Often it seems that the most difficult thing in today’s world is to be given a chance you deserve in spite of widespread opinion (for whatever reason) that you don’t deserve it. Worst of all, the most meaningless or unfounded claims can brand you simply because a large number of people repeat them. Modern politics is almost completely built upon this idea. Obama’s campaign branded itself with the simple slogans of “hope” and “change,” but how much of either has the President really offered since taking office? Entertainers live and die by this double edged sword. Ask M Night Shyamalan who transitioned from critical darling after The Sixth Sense to overrated hack since The Village. His recent film wasn’t even sold using his name and was still a critical and financial failure. He has become so unmarketable that I am stunned his movies continue to receive funding. That point is the low Tebow’s career sank to this offseason. There was legitimate question as to whether he would be on an NFL team in the Fall.

Whether you like the man or not, Tim Tebow has not gotten his fair shot in the NFL. It is not debatable that he has a lot of progress to make to be successful as a professional football player. The rookies that are ready to perform on that level are rare. Most are drafted, signed, and developed based on the potential to transform into such players. Tebow, despite what they say, has that potential—and the Patriots provide the perfect place for his transformation.

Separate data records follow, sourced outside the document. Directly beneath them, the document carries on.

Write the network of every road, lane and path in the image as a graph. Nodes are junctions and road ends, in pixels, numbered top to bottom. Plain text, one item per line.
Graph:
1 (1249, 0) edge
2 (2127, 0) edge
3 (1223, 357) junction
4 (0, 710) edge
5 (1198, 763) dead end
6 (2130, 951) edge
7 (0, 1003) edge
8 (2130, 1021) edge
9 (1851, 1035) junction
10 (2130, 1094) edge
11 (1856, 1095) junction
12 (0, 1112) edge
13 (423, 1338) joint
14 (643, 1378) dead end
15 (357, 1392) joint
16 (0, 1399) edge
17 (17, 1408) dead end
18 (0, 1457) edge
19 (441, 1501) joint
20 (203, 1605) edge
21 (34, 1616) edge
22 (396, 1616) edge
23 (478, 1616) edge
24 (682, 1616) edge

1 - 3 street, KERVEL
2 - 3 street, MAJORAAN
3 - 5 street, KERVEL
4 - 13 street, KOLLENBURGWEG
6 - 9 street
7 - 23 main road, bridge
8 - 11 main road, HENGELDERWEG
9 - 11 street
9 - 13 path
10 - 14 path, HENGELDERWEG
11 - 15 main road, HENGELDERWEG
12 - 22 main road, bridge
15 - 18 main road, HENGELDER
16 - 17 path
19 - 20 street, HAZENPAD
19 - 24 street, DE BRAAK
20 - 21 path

When the players and staff enter and exit Gillette Stadium there is a sign posted that reminds them of four principles that are important to being a Patriot. Two are: “Ignore the Noise” and “Don’t Believe or Fuel the Hype.” Myths are, more often than not, noise fueled by hype. Tebow is now training behind Belichick’s iron curtain with a contract built solely upon his performance as a prospect. Maybe he can finally transition into the man he could rather than the myth fueled by them, they. Ultimately it’s like Smash Mouth (yes, a supposed “one hit wonder”) said. “Them, they, who are they anyway? They’re just beating each other at being each other with nothing to say.”